═══ DATA SUPPLIED

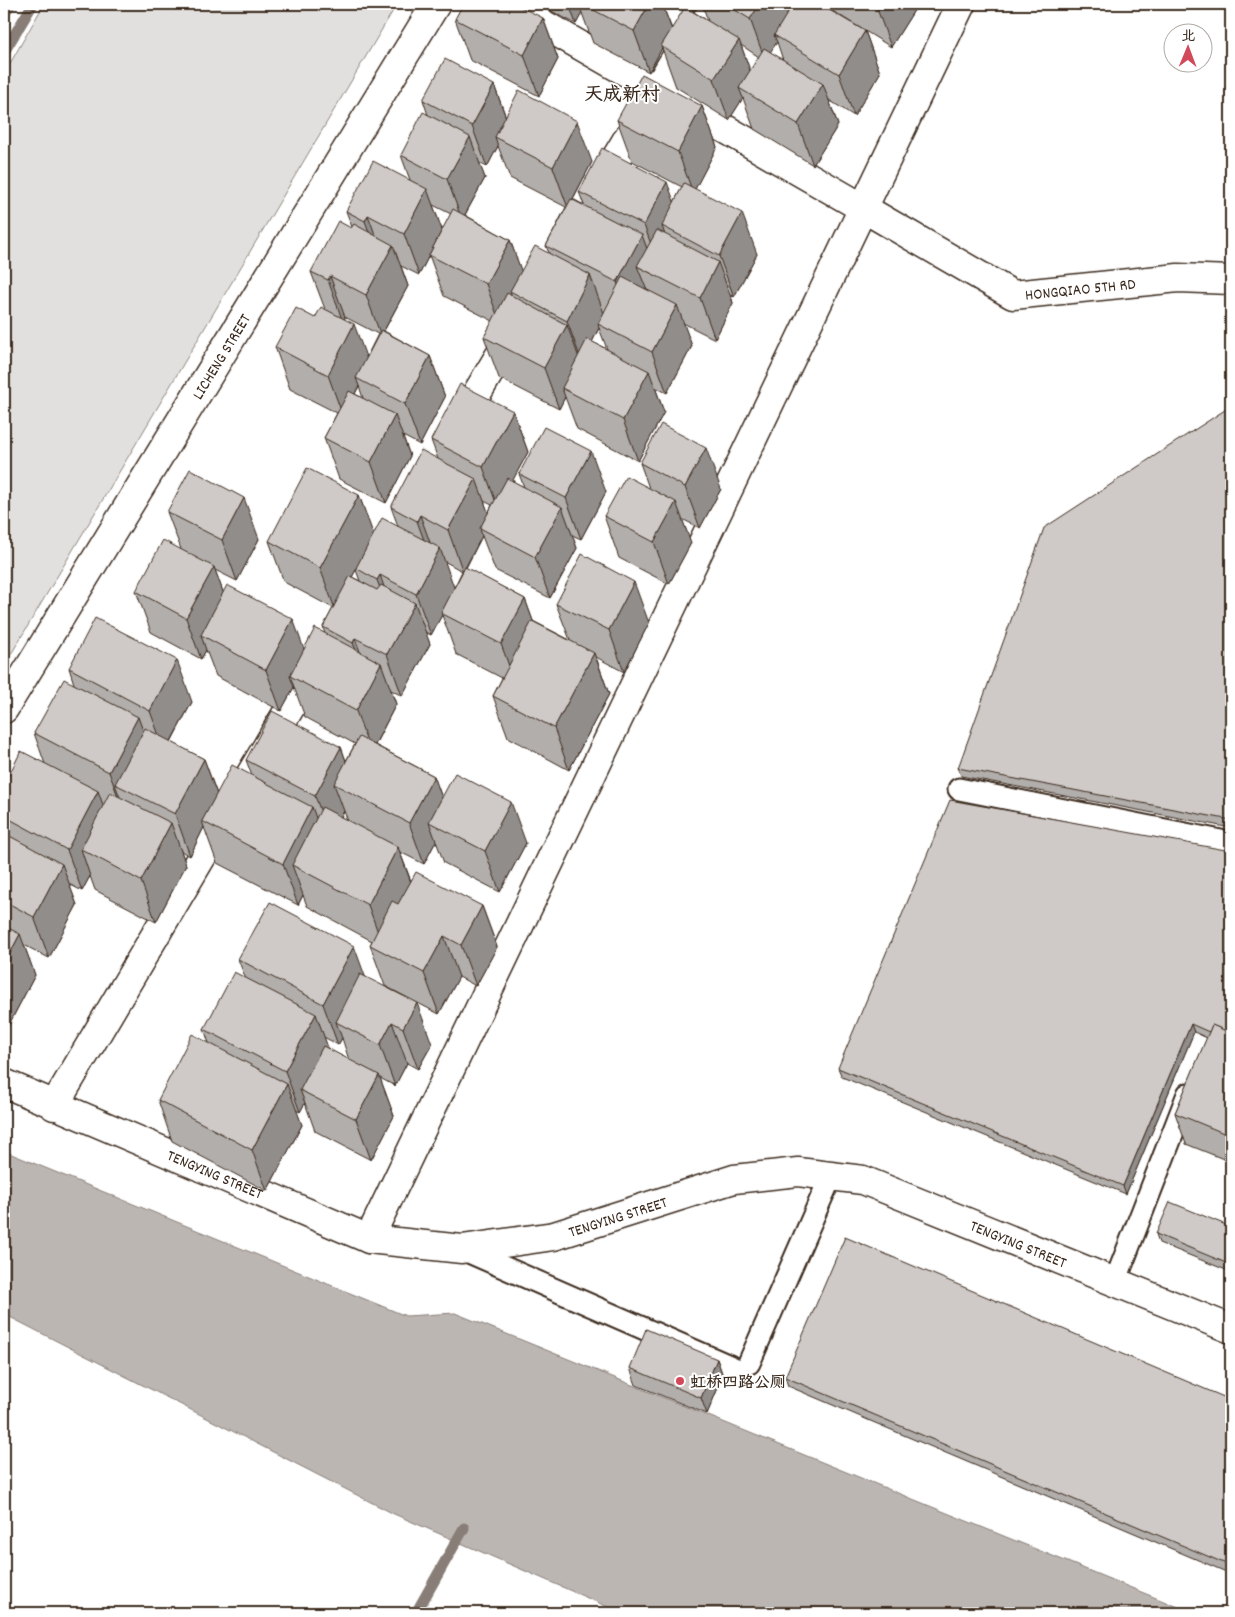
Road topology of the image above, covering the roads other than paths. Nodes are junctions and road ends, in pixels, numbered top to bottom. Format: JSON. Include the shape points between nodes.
{"nodes":[{"id":1,"x":436,"y":4,"type":"edge"},
{"id":2,"x":508,"y":4,"type":"edge"},
{"id":3,"x":708,"y":4,"type":"edge"},
{"id":4,"x":961,"y":4,"type":"edge"},
{"id":5,"x":657,"y":89,"type":"junction"},
{"id":6,"x":863,"y":208,"type":"junction"},
{"id":7,"x":586,"y":209,"type":"edge"},
{"id":8,"x":1231,"y":280,"type":"edge"},
{"id":9,"x":525,"y":312,"type":"edge"},
{"id":10,"x":444,"y":448,"type":"edge"},
{"id":11,"x":328,"y":644,"type":"edge"},
{"id":12,"x":4,"y":710,"type":"edge"},
{"id":13,"x":959,"y":789,"type":"dead end"},
{"id":14,"x":1231,"y":843,"type":"edge"},
{"id":15,"x":1195,"y":1077,"type":"edge"},
{"id":16,"x":4,"y":1083,"type":"edge"},
{"id":17,"x":54,"y":1106,"type":"junction"},
{"id":18,"x":831,"y":1176,"type":"junction"},
{"id":19,"x":369,"y":1240,"type":"junction"},
{"id":20,"x":462,"y":1250,"type":"junction"},
{"id":21,"x":1115,"y":1282,"type":"junction"},
{"id":22,"x":1231,"y":1329,"type":"edge"}],
"edges":[{"from":1,"to":12,"type":"street","name":"LICHENG STREET"},
{"from":2,"to":5,"type":"street","name":"HONGQIAO 5TH RD"},
{"from":3,"to":5,"type":"street"},
{"from":4,"to":6,"type":"street"},
{"from":5,"to":6,"type":"street","name":"HONGQIAO 5TH RD"},
{"from":5,"to":7,"type":"street"},
{"from":6,"to":8,"type":"street","name":"HONGQIAO 5TH RD","via":[[1013,295],[1178,278]]},
{"from":6,"to":19,"type":"street"},
{"from":9,"to":10,"type":"street"},
{"from":11,"to":17,"type":"street"},
{"from":13,"to":14,"type":"lane"},
{"from":15,"to":21,"type":"lane"},
{"from":16,"to":17,"type":"street","name":"TENGYING STREET"},
{"from":17,"to":19,"type":"street","name":"TENGYING STREET"},
{"from":18,"to":20,"type":"street","name":"TENGYING STREET","via":[[798,1172],[734,1179],[554,1236]]},
{"from":18,"to":20,"type":"lane","via":[[742,1366]]},
{"from":18,"to":21,"type":"street","name":"TENGYING STREET","via":[[863,1180]]},
{"from":19,"to":20,"type":"street","name":"TENGYING STREET"},
{"from":21,"to":22,"type":"street","name":"TENGYING STREET"}]}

══════

■ TO DO ■
Across the data, find each line that has "HONGQIAO" in it and copy that line.

■ EXERCISE ANSWER ■
{"from":2,"to":5,"type":"street","name":"HONGQIAO 5TH RD"},
{"from":5,"to":6,"type":"street","name":"HONGQIAO 5TH RD"},
{"from":6,"to":8,"type":"street","name":"HONGQIAO 5TH RD","via":[[1013,295],[1178,278]]},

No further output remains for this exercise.